Yesterday at Quality Conference in Waterloo, Paul Holland gave a great keynote on bad metrics. Anybody who knows me knows I’m not a fan of metrics. Pretty much every metric can be gamed or mis-used. One aspect missing from the keynote, in my opinion, was use of metrics at the appropriate level for the right reason.
As an example, in the eyes of a business person, 100% code coverage via tests sounds great. Why wouldn’t you want 100% code coverage? That has to be good doesn’t it? Well, not really. When a business person hears “100% code coverage” they can interpret that as “awesome, we have perfect quality!”. I worked with a client where the team actually said to the stakeholders that the quality would be excellent because they had 100% code coverage. What if customers couldn’t figure out how to use the software and had to keep calling the helpdesk which drives up cost? What if the infrastructure is brittle and the software is frequently offline? What if the feature that has “100% code coverage” doesn’t even work because there’s some stupid validation problem with data being entered? Is that ‘awesome quality’?
That said, measuring code coverage is a great metric FOR THE TEAM. Teams can use tools like Sonar to analyse the code so they can see what areas have coverage, what areas don’t, what areas are more complex than others etc. It’s not a metric that should be used by the business and stakeholders as a quality measurement.
A much more effective measurement of ‘quality’ from a business perspective can be inbound helpdesk calls. If your call volume keeps going up, you have a problem. Who knows what that problem is, it could be more usage from more users, it could be legit ‘quality’ problems and more. Use that metric as a way to start a conversation.
One interesting point I hadn’t considered before was that executives like ‘stupid metrics’ possibly because of liability issues. Let’s say the company get’s sued for some reason because the service was offline or broken. They may need some metrics to show what quality controls exist. I can understand that but I think the metrics used in such a situation don’t have to be the stupid metrics Paul was talking about. In that situation, showing your quality controls is more important than say,% feature coverage.
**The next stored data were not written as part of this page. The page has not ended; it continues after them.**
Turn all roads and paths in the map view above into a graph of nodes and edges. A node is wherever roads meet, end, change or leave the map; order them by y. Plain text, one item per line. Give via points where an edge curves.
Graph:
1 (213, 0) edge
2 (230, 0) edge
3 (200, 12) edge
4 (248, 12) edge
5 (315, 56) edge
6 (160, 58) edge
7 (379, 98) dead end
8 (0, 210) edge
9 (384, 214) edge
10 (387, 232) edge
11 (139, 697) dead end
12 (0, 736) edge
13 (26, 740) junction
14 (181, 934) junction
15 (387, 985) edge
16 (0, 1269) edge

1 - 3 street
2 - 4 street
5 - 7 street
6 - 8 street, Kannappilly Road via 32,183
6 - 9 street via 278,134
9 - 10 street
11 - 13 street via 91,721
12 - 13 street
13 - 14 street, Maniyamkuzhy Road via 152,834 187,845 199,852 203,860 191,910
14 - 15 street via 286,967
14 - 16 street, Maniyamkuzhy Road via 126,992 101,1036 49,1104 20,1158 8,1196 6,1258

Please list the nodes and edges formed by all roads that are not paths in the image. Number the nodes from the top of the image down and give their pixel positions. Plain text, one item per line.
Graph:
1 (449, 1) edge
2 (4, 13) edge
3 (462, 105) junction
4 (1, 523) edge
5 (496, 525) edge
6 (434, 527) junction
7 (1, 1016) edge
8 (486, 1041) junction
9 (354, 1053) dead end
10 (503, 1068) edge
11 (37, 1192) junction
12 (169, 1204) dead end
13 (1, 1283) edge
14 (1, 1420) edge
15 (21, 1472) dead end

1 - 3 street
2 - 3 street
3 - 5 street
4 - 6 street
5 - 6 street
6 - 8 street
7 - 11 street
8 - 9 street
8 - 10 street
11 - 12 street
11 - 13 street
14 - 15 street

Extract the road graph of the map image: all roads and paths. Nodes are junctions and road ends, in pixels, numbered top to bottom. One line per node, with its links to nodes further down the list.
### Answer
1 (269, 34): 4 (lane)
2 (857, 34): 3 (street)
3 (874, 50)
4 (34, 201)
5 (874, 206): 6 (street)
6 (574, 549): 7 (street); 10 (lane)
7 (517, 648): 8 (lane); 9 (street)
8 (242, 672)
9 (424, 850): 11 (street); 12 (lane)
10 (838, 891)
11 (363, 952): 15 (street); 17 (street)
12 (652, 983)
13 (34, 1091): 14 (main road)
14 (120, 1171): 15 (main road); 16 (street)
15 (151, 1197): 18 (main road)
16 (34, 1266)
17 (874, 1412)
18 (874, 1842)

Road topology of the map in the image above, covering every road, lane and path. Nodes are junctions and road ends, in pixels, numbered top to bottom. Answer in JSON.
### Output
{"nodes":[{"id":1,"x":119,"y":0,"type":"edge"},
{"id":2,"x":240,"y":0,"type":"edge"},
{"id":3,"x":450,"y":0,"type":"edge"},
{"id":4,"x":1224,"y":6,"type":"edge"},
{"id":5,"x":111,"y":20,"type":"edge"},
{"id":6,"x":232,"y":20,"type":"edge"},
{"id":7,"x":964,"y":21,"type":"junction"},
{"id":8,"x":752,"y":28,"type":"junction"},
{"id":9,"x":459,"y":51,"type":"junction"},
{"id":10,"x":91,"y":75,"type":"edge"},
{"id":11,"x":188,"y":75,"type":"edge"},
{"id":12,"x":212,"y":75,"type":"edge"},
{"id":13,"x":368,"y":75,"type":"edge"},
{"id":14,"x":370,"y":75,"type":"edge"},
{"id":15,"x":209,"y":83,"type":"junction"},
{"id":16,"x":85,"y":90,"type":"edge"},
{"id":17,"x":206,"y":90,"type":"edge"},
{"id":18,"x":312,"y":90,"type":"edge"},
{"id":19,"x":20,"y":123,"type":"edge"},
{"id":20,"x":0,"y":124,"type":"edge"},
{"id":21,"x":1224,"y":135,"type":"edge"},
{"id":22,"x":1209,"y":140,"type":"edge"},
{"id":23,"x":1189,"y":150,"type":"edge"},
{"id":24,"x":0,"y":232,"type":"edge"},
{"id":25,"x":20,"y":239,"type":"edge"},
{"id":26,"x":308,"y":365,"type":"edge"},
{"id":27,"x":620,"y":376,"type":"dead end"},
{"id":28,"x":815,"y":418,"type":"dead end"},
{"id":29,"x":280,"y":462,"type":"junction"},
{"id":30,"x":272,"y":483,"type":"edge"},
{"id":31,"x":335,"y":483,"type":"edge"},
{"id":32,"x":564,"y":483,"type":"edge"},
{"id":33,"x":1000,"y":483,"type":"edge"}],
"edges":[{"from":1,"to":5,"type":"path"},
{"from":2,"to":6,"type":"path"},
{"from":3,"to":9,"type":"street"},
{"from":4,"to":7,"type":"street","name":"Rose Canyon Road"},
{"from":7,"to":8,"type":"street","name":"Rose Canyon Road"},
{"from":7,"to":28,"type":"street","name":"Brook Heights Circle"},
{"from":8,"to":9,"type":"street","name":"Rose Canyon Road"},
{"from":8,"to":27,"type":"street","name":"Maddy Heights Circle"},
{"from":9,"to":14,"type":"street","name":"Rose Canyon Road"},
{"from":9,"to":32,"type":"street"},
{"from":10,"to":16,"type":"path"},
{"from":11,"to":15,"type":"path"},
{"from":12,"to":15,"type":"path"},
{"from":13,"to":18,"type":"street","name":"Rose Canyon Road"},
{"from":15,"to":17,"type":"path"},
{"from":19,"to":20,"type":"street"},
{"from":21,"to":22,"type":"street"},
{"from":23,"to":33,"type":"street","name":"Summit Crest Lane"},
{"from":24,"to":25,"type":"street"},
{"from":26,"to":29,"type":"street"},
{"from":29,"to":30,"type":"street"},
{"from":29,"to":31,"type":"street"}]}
Stupid Metrics and How They Can be Gamed
- pass/fail %: if 100% of your tests pass but the tests aren’t actually doing anything. It’s easy to write stupid tests to bring that number up.
- bugs reported per tester: easily gamed, promotes bad competition between testers (IE: “ooh, this pixel is out of place, I’m reporting a bug!”)
- Total # of Test Cases: more test cases is meaningless, you want quality, not quantity
- Test Cases executed by team/individual: test cases vary by size and complexity
- Target % of Test Cases Executed: Is it better to have 95% of test cases executed where the last 5% are gamed than to have 90% legitimate test cases executed when you have a go or no-go release meeting?
What are Better “Quality” Metrics for the Business?
- Escaped Defects: defects reported from the field
- Feature Usage: build your system to track important feature usage. Define a tolerance for identifying that something isn’t working quite right. Suppose your system has a file uploader and you usually get an average of 500 file uploads a day and suddenly it dips to 450. Is that a problem? I dunno, you define the threshold based on what makes sense for your business.
- Registrations: obviously this is dependant on what your system does, if your consumer SaaS software gets 1000 registrations per day and one day it dips to 200, something is wrong. People will argue “well, that shoulda been caught by QA”. Support the ‘registration test cases’ passed but the problem was somewhere else. Suppose it’s a config problem or deployment problem that wasn’t caught. There could be lots of reasons, the point is, this is meaningful for business people.
- InBound Support: Why are customers calling you? Is the software busted or buggy? Are customers having a hard time figuring out how to use a feature? A team I worked with had a feature that changed the filename by adding random characters at the end of the filename in order to make the file name not guessable. This was in a regulated industry and clients would name their file “filename-Q1-2010.pdf” so snoopers would simply request “filename-Q2-2010.pdf” on the chance that was the file name. It resulted in some big companies having sensitive financial data exposed before it was supposed to be. Customers would upload their file to insert onto their website for publishing later but the file would disappear from the uploader control because the name was different and they couldn’t find it. Worse, they weren’t told about this change. The featured “worked as designed” and the tests passed but customers were pissed. Is that quality?
- Defects by Component or Feature: This can help the business prioritize the right work.
This list can go on and on, the point is, with any metric you need to discover what makes sense in your context and use them appropriately. Some metrics are best if only used by the team for feedback. Make sure you’re not using metrics to measure team or individual productivity or to punish seemingly under-performers. Use metrics as a conversation starter, not as a false sense of security about the quality of your product and make sure your metrics evolve as your business evolves.